| Task to carry out |
Read the data and repeat all of it exactly.

□ □ □

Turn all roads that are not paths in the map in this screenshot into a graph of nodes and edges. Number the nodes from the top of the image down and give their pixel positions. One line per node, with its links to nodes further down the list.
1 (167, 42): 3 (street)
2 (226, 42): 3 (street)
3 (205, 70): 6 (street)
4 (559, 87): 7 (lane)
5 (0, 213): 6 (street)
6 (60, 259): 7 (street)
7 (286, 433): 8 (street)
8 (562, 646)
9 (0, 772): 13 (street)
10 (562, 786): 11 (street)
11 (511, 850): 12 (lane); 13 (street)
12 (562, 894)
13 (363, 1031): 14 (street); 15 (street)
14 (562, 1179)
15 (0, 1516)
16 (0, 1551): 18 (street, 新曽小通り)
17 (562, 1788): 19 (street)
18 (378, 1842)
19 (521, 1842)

□ □ □

| Answer to the exercise |
Turn all roads that are not paths in the map in this screenshot into a graph of nodes and edges. Number the nodes from the top of the image down and give their pixel positions. One line per node, with its links to nodes further down the list.
1 (167, 42): 3 (street)
2 (226, 42): 3 (street)
3 (205, 70): 6 (street)
4 (559, 87): 7 (lane)
5 (0, 213): 6 (street)
6 (60, 259): 7 (street)
7 (286, 433): 8 (street)
8 (562, 646)
9 (0, 772): 13 (street)
10 (562, 786): 11 (street)
11 (511, 850): 12 (lane); 13 (street)
12 (562, 894)
13 (363, 1031): 14 (street); 15 (street)
14 (562, 1179)
15 (0, 1516)
16 (0, 1551): 18 (street, 新曽小通り)
17 (562, 1788): 19 (street)
18 (378, 1842)
19 (521, 1842)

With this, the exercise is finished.